##### Available data #####

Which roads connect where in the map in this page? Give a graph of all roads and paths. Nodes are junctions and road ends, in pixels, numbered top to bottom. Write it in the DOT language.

#####
##### Available data #####

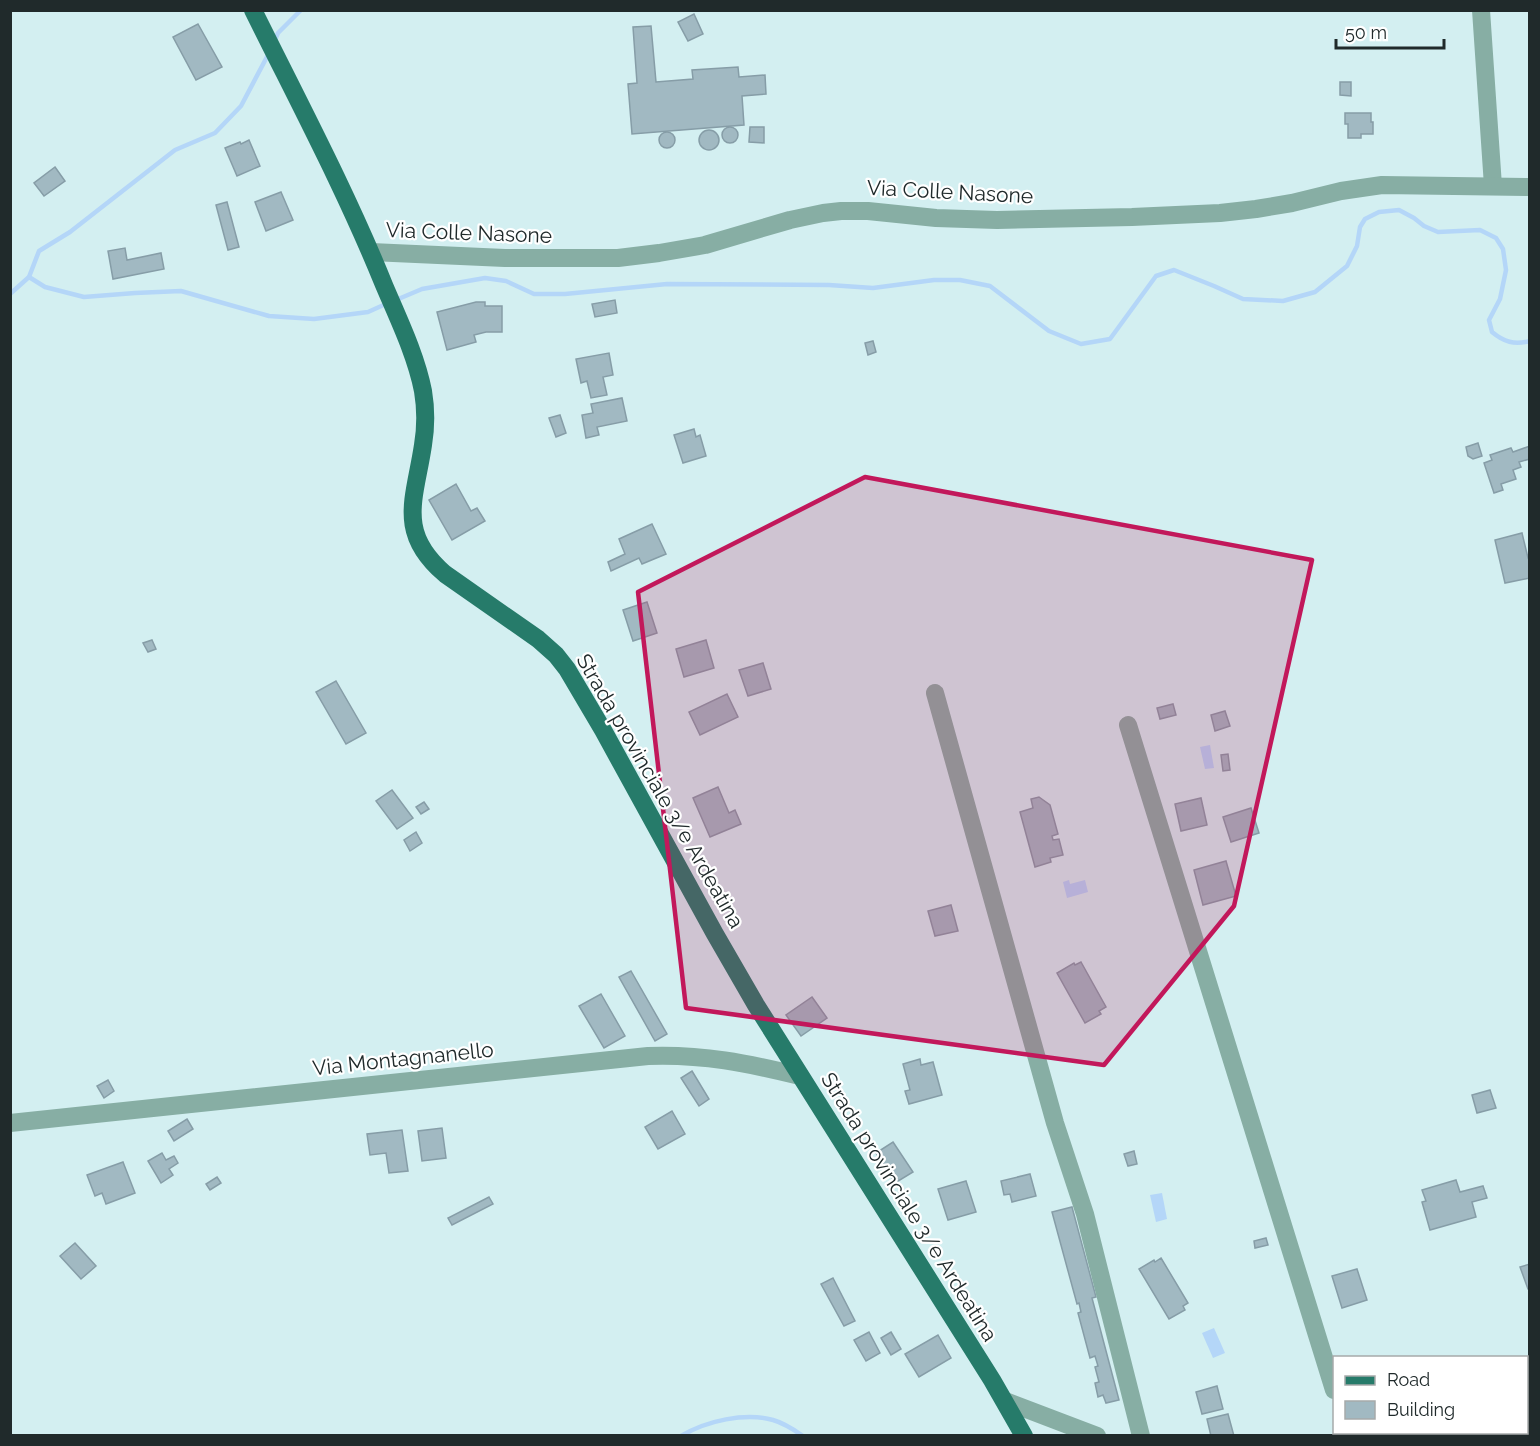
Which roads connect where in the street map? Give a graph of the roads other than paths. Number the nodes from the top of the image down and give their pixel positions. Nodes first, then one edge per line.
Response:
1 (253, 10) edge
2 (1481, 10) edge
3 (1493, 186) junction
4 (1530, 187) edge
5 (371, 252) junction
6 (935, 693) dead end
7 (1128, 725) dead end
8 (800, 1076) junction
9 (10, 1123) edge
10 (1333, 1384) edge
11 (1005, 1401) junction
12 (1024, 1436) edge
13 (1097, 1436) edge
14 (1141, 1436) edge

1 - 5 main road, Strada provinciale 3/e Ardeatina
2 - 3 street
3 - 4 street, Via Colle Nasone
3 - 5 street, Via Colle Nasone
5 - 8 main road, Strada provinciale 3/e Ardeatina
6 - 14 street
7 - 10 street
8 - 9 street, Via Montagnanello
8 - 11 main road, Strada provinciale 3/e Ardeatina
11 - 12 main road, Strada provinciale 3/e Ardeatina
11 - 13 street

#####

Count the lines of the records that include the word "Nodes", please, and report the number alone.

2